Habiter la maison qui nous habite

Un entretien et une quarantaine de photographies, sous une couverture noire semblable à celle des carnets Moleskine où l’on cache ses croquis ou ses pensées. Voilà un livre bref, circonstanciel, mais singulier et émouvant, qui approche avec pudeur une maison, celle où est né Pierre Michon. Ce n’est pas une « maison d’écrivain », où se déploieraient les images intimidantes et les outils convenus de la création, c’est une maison d’enfance – une « masure », précise Michon, la ferme de ses grands-parents maternels. Pendant les mois d’hiver, elle reste pour lui irréelle ; mais, comme les pages d’un livre, elle cesse de l’être dès qu’il l’ouvre, au début de chaque été.

On approche cette maison avec tact, en visiteur étranger, à travers des images brumeuses où l’on pénètre comme dans un domaine magique et un peu hanté.

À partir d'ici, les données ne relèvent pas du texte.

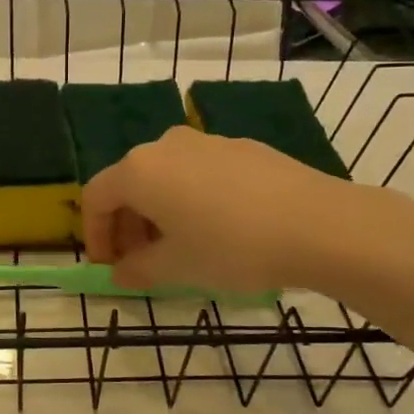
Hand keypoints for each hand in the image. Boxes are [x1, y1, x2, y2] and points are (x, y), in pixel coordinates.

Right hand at [82, 127, 374, 294]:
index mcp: (139, 170)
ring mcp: (207, 141)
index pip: (96, 197)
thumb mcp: (177, 267)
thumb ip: (138, 269)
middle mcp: (166, 146)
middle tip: (141, 263)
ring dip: (159, 212)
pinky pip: (199, 173)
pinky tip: (218, 229)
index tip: (108, 267)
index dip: (94, 235)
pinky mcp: (242, 148)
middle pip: (129, 184)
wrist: (318, 224)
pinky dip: (191, 199)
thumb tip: (121, 272)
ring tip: (179, 248)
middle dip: (127, 226)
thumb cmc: (231, 247)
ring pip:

On ne s’y retrouve pas tout de suite, tâtonnant dans l’intimité d’un autre ; on se dirige vers elle comme on irait vers ses propres souvenirs, mais elle nous restera fermée tout au long du livre : volets clos, histoires secrètes, tapies dans une forêt de ronces comme dans les contes de fées. La série des photographies noir et blanc soulignées de rouge qui la cernent est fantomatique. Anne-Lise Broyer restitue ainsi le mirage que peut être une maison, enfouie dans un halo d’enfance, comme celle que chacun protège à l’intérieur de soi. « Cette maison est un peu secrète. Je la porte en moi comme un noyau invisible », dit Michon ; et penser à elle, poursuit-il merveilleusement, « me donne en même temps la plus grande force et la plus grande faiblesse ».

Un nid ou un enclos

Cette pensée vient rejoindre en chacun de nous une expérience intime, ce que Duras appelait la « maison intérieure » : le séjour mental, la manière qu’a chacun d’habiter ses lieux, sa mémoire et son histoire. Maison d’enfance qu’on perd ou qu’on retrouve, porteuse de toute une émotion des commencements ; maisons d’adulte où l’on s’invente en s’encourageant d’un décor – dans des manies, des préférences furtives, des objets sur lesquels on s’appuie. L’individu et la maison se referment l’un sur l’autre comme les deux faces d’une même idée ; et la littérature ne cesse de nous en donner des modèles, manifestant comment tel ou tel habite sa maison, et laisse sa maison l’habiter. Pour certains, habiter est un jeu rassurant qui aboutit à un nid ; pour d’autres, une gêne, un enclos qui empêche de bondir ailleurs. Habiter : cela aura été l’une des grandes affaires de la pensée moderne, depuis Hölderlin ou Heidegger. Un bel essai publié par les mêmes éditions Verdier l’explorait il y a un an : Théorie des maisons. Benoît Goetz y décelait « l’idée de maison » que projette toute œuvre d’art ou toute philosophie : un sentiment de l’espace, une manière de l’investir, de l’arpenter et de le border de seuils, un désir de protection ou d’échappée, une utopie des proximités ou des distances. La réclusion très peuplée de Proust, le nomadisme imaginaire de Deleuze, l’organisation de l’intimité dans le travail de Barthes… autant de configurations où chacun projette, dans des désirs, des fantasmes, ou simplement des façons de vivre, une maison – une idée et une modalité d’habitation du monde.

La maison de Michon et de sa photographe n’est ni un foyer ni un refuge où éprouver l’assurance d’une origine ; c’est, à l’image de la mémoire, quelque chose comme une exigence, un appel, un point d’obstination. « Un cri », suggère Michon, car sa maison toute délabrée le réclame. C’est pour cela qu’il a fini par en faire l’une des figures de ses Vies minuscules ; il y mettait en scène le délabrement de sa maison et ainsi la sauvait – il l’a d’ailleurs retapée avec ses droits d’auteur. La maison intérieure, comme un remords qu’un livre a un peu apaisé.